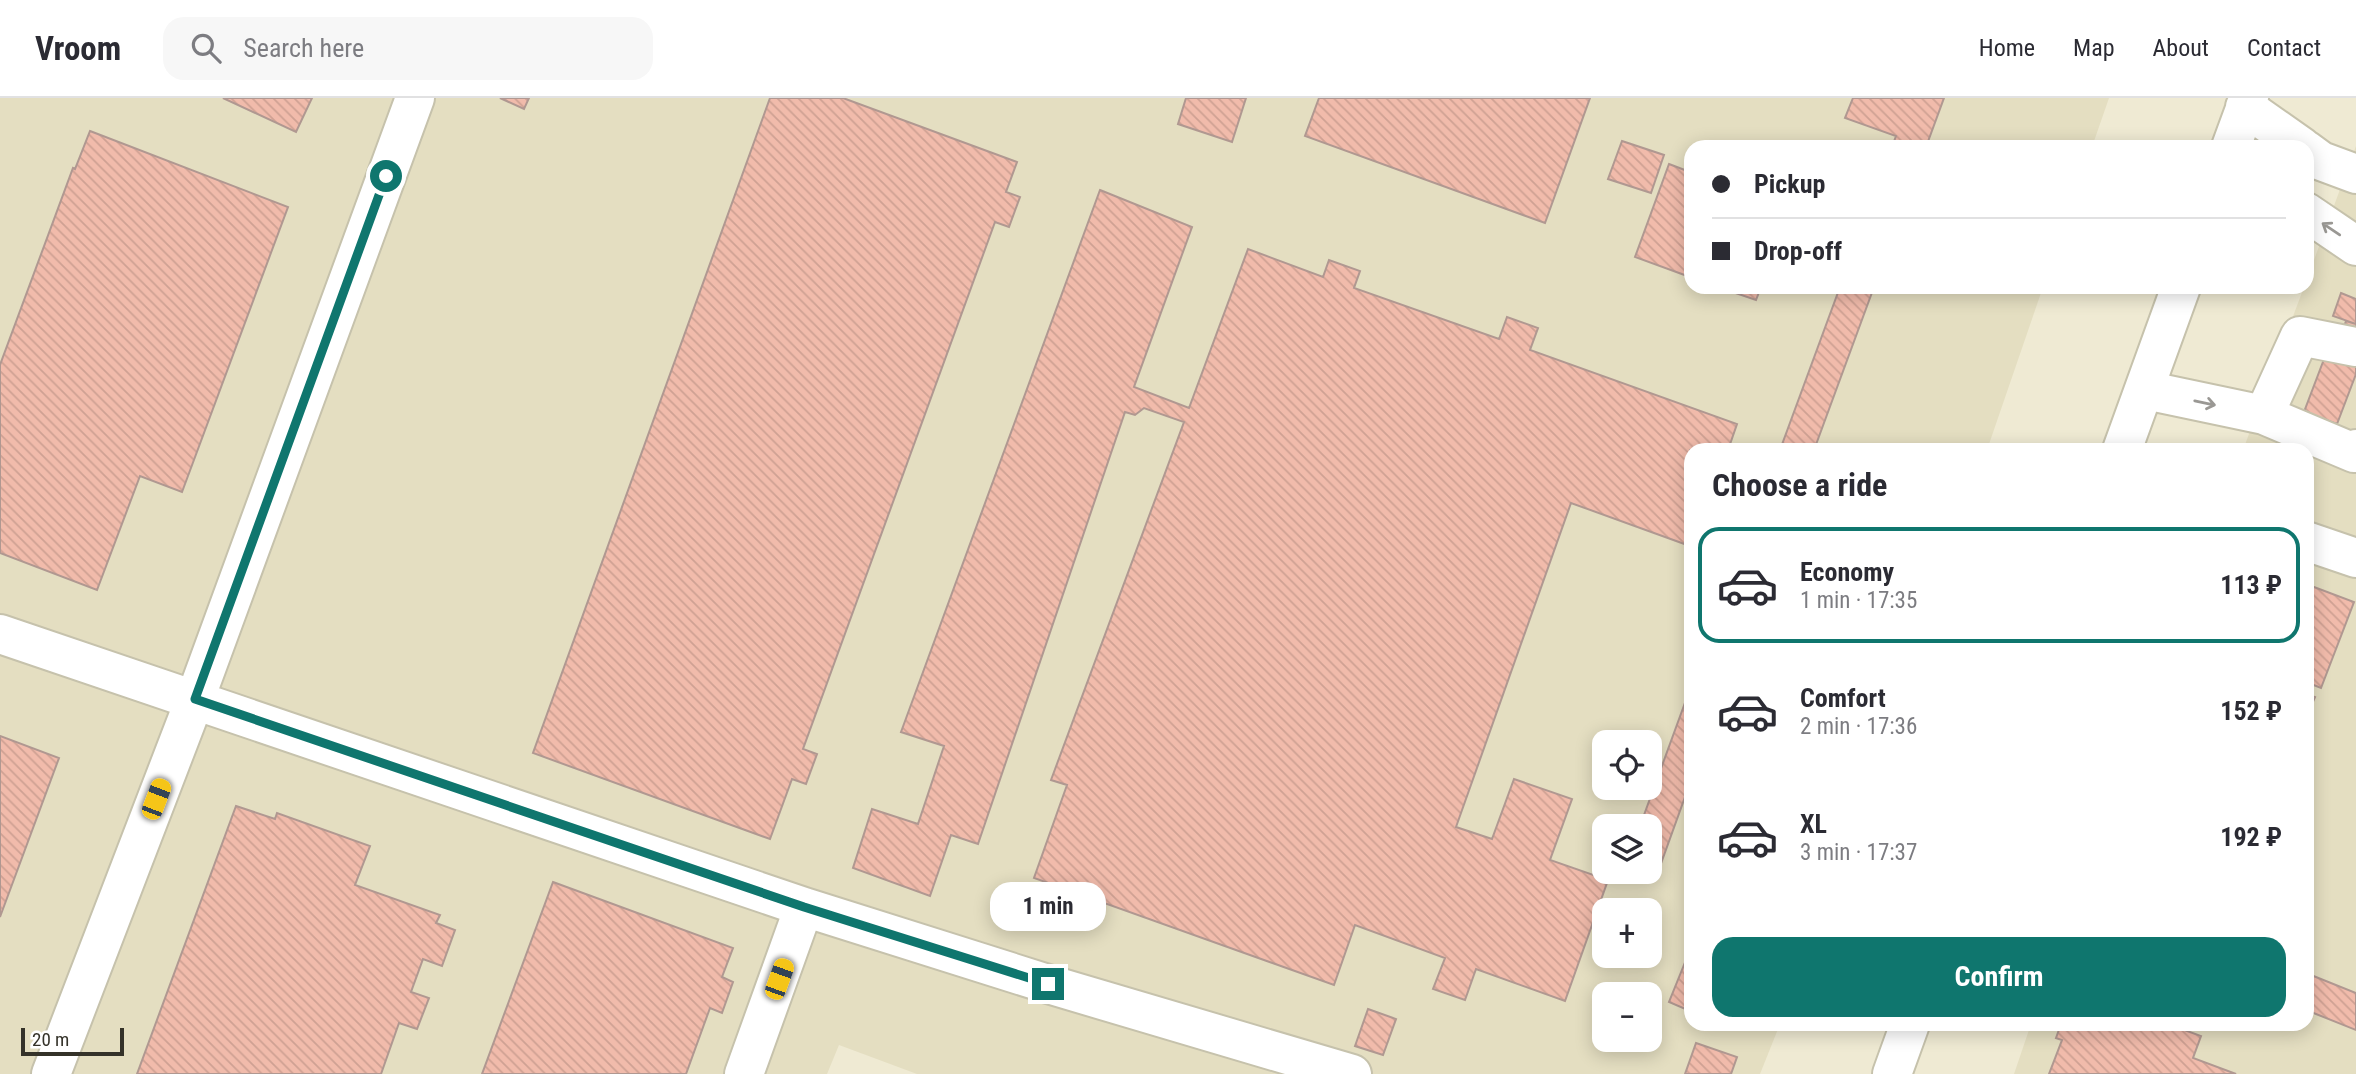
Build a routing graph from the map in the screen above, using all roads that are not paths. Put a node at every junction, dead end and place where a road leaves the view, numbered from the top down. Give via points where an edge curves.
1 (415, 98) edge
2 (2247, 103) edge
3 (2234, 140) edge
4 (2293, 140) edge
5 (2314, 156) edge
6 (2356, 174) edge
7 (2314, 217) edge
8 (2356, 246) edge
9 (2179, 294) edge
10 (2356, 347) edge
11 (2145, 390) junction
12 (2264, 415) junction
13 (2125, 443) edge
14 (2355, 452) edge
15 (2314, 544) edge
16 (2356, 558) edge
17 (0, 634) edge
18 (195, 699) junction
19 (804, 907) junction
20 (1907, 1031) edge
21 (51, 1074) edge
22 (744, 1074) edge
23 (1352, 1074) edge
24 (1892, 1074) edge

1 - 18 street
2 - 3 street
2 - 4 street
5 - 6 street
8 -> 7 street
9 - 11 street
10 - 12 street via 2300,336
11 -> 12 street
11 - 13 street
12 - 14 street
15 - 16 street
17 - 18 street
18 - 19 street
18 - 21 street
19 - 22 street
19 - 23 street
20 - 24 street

==

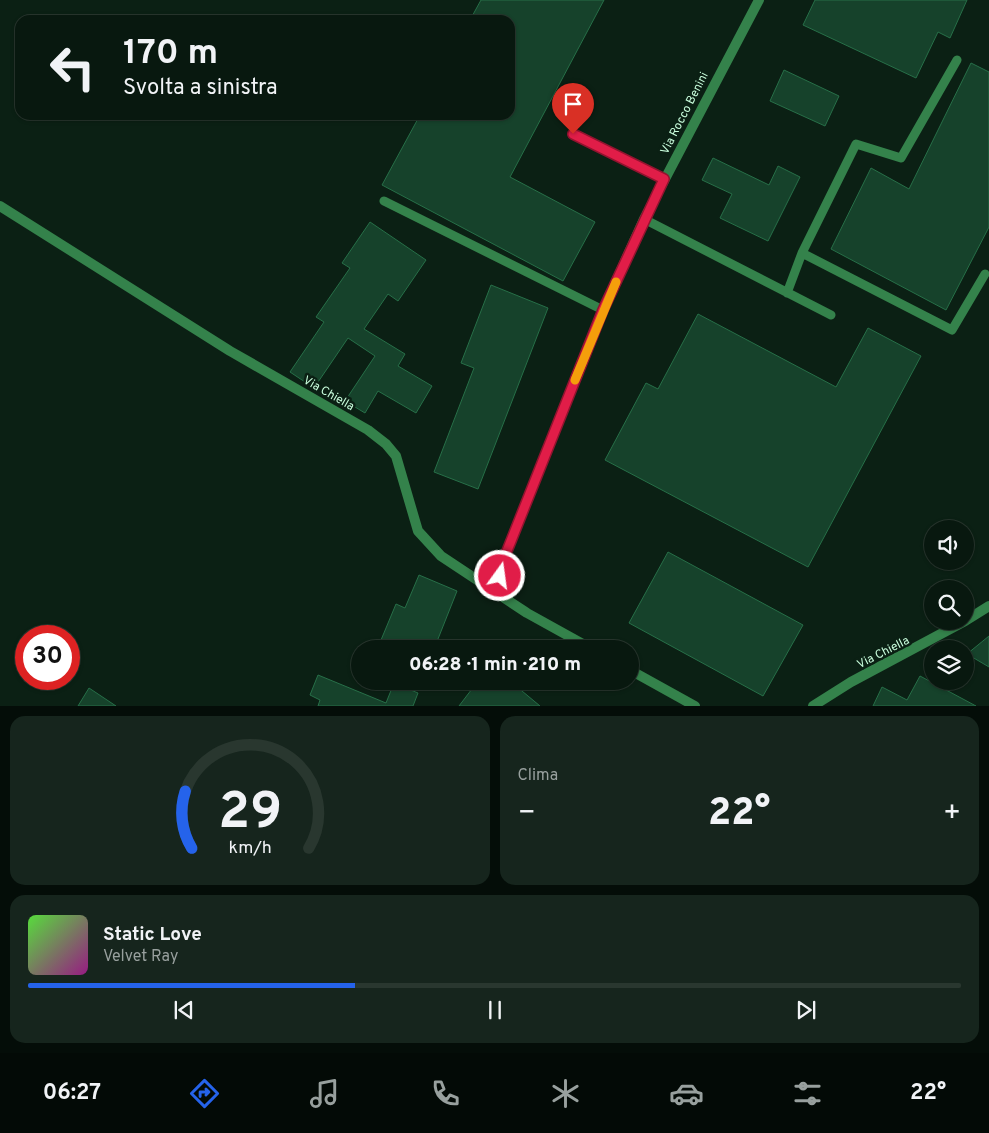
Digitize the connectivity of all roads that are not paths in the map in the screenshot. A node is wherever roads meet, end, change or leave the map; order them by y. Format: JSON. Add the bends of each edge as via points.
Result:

---

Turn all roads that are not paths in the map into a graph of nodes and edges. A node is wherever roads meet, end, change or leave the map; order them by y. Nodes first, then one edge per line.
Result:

## TASK DESCRIPTION
Filter the entries above and copy only the lines that hold "wherever".

## OUTPUT OF THE TASK
Digitize the connectivity of all roads that are not paths in the map in the screenshot. A node is wherever roads meet, end, change or leave the map; order them by y. Format: JSON. Add the bends of each edge as via points.
Turn all roads that are not paths in the map into a graph of nodes and edges. A node is wherever roads meet, end, change or leave the map; order them by y. Nodes first, then one edge per line.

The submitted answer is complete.